Here are key takeaways from the conference:
TUESDAY, NOVEMBER 17
GET THE FULL PICTURE WITH TV DATA How can brands accurately plan, buy and measure their advertising investment with confidence? Fariba Zamaniyan, TiVo’s VP and head of sales, advanced TV, counted the ways. “It really comes down to your business objective and aligning that objective with the data source you choose,” she said. Given the fragmentation of available data, Zamaniyan offered a checklist of questions companies should ask to help determine the best path. Those questions include: * Is a media buy required? Among other things, she said, the answer could immediately eliminate walled gardens. * What is the coverage inside and outside the household? Inside the household is “where rubber meets the road,” she said, advising brands look into identity resolution, number of TVs within the house and the various local markets and programs to help sort how set-top box and ACR (smart TV) data are being captured.
CROSS MEDIA MEASUREMENT – WHERE ARE WE TODAY? The industry is turning and facing the change of cross-platform measurement. Privacy protocol: “Privacy is the biggest technical hurdle right now,” said Scott Brown, GM of audience measurement at Nielsen. “How do you solve for identity and deduplicated audiences?” Nielsen is also working to “broaden the definition of TV,” he said. The company recently overhauled its reporting methodology by bringing on data from smart TVs—Vizio, Dish and DirecTV are initial partners—to sit alongside its set-top data. In January Nielsen will launch new tactics to further deduplicate audiences, Brown said. The long game: “Agencies represent clients, and clients are interested in more profitable sales,” said Rob Jayson, EVP of insights & analytics at USIM. “Everything has to be linked to a sale tomorrow or else it’s worthless. But there is a role for branding. People move to advertising because they want to build a brand, and that doesn’t happen in one week following one exposure to a video ad. A simple evaluation will be unduplicated reach. I don’t necessarily need to prove the ad is resulting in an immediate sale.” Come together: “We’re exploring the appropriate applications for the data sets, the co-mingling of set-top box and ACR data,” said Mariel Estrada, VP of cross platform measurement & strategy at WarnerMedia. “While there are and have been strides in this space, there’s still a lot of fine-tuning that needs to be done.
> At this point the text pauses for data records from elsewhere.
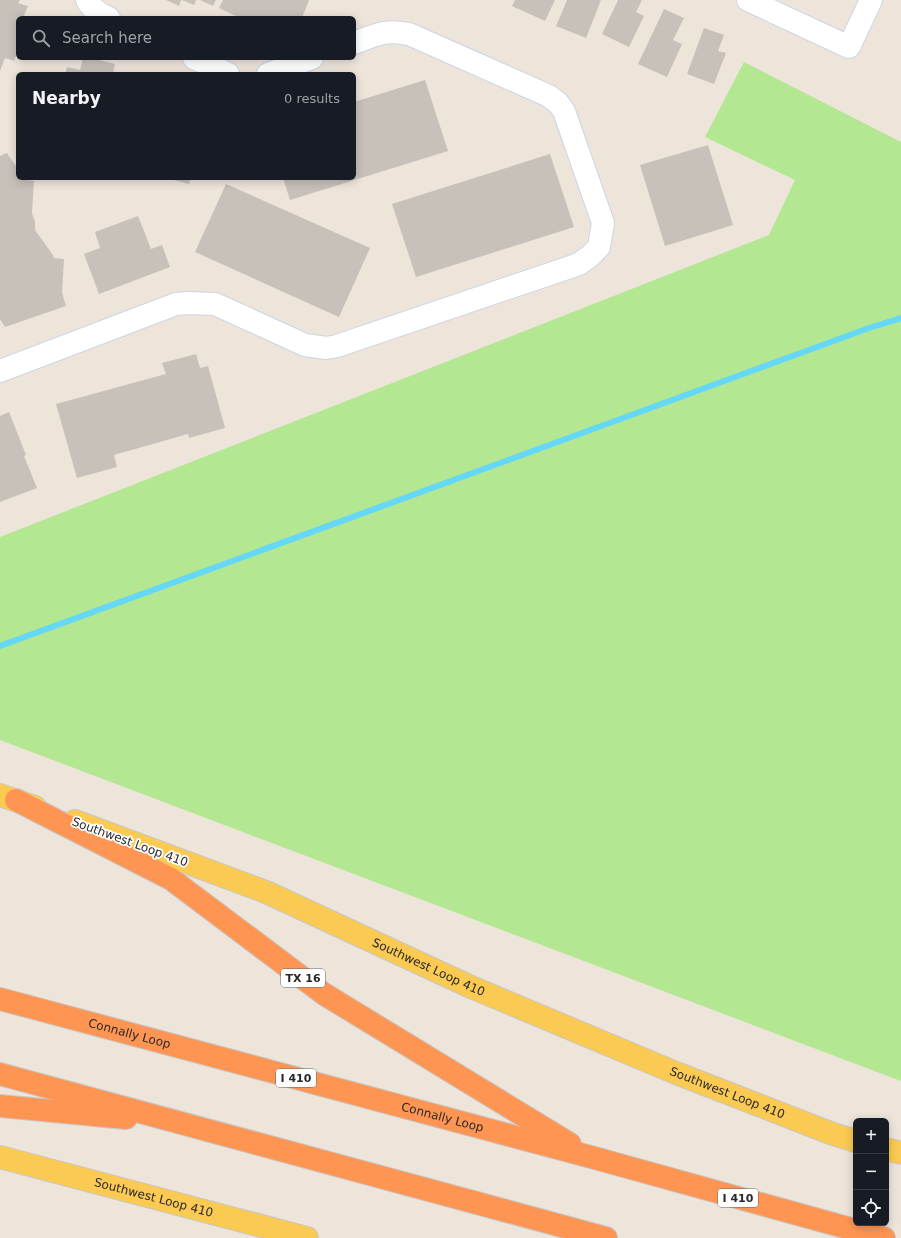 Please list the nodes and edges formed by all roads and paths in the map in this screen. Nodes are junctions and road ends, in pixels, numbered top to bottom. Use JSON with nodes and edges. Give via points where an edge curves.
{"nodes":[{"id":1,"x":87,"y":0,"type":"edge"},
{"id":2,"x":748,"y":0,"type":"edge"},
{"id":3,"x":871,"y":0,"type":"edge"},
{"id":4,"x":105,"y":16,"type":"edge"},
{"id":5,"x":356,"y":42,"type":"edge"},
{"id":6,"x":198,"y":60,"type":"edge"},
{"id":7,"x":306,"y":60,"type":"edge"},
{"id":8,"x":224,"y":72,"type":"edge"},
{"id":9,"x":274,"y":72,"type":"edge"},
{"id":10,"x":0,"y":371,"type":"edge"},
{"id":11,"x":8,"y":797,"type":"edge"},
{"id":12,"x":0,"y":999,"type":"edge"},
{"id":13,"x":0,"y":1074,"type":"edge"},
{"id":14,"x":0,"y":1106,"type":"edge"},
{"id":15,"x":188,"y":1124,"type":"junction"},
{"id":16,"x":853,"y":1140,"type":"edge"},
{"id":17,"x":889,"y":1150,"type":"edge"},
{"id":18,"x":901,"y":1153,"type":"edge"},
{"id":19,"x":0,"y":1157,"type":"edge"},
{"id":20,"x":592,"y":1157,"type":"junction"},
{"id":21,"x":307,"y":1238,"type":"edge"},
{"id":22,"x":606,"y":1238,"type":"edge"},
{"id":23,"x":884,"y":1238,"type":"edge"}],
"edges":[{"from":1,"to":4,"type":"street","via":[[89,5]]},
{"from":2,"to":3,"type":"street","via":[[849,47]]},
{"from":5,"to":10,"type":"street","via":[[382,32],[409,34],[549,96],[558,103],[564,110],[603,223],[599,248],[579,264],[337,346],[305,346],[216,304],[188,303],[176,304]]},
{"from":6,"to":8,"type":"street"},
{"from":7,"to":9,"type":"street"},
{"from":11,"to":16,"type":"main road","name":"Southwest Loop 410","via":[[266,892],[471,987],[676,1073]]},
{"from":11,"to":20,"type":"highway","number":"TX 16","via":[[171,879],[324,994]]},
{"from":12,"to":20,"type":"highway","name":"Connally Loop","number":"I 410"},
{"from":13,"to":15,"type":"highway"},
{"from":14,"to":15,"type":"highway"},
{"from":15,"to":22,"type":"highway"},
{"from":17,"to":18,"type":"main road"},
{"from":19,"to":21,"type":"main road","name":"Southwest Loop 410"},
{"from":20,"to":23,"type":"highway","name":"Connally Loop","number":"I 410"}]}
For us, reliance on identify in first-party data is most crucial.”
BREAKING SOCIAL MEDIA SILOS – DEDUPLICATING FACEBOOK & YOUTUBE AUDIENCE UNIQUES Social media is soaring. Minutes spent on social platforms jumped 21 percent—from 268 billion to 324 billion—from February to September, said Neil Patil, chief commercial officer at Tubular. Under the influence: “Influencers are garnering a significant amount of attention overall of minutes watched,” Patil said, noting subscriber counts don’t always tell the whole story. Show me the money: “The growth of social video viewership is causing problems where influencers provide valuable content but can’t speak to the value of content” beyond views and likes, Patil said, a scenario that’s leaving a gaping monetization gap. “Advertisers can’t make informed decisions. They know the audience is there, but they don’t know how to connect and plan.” With new metrics, he said, “we can really tell the impact of influencers.”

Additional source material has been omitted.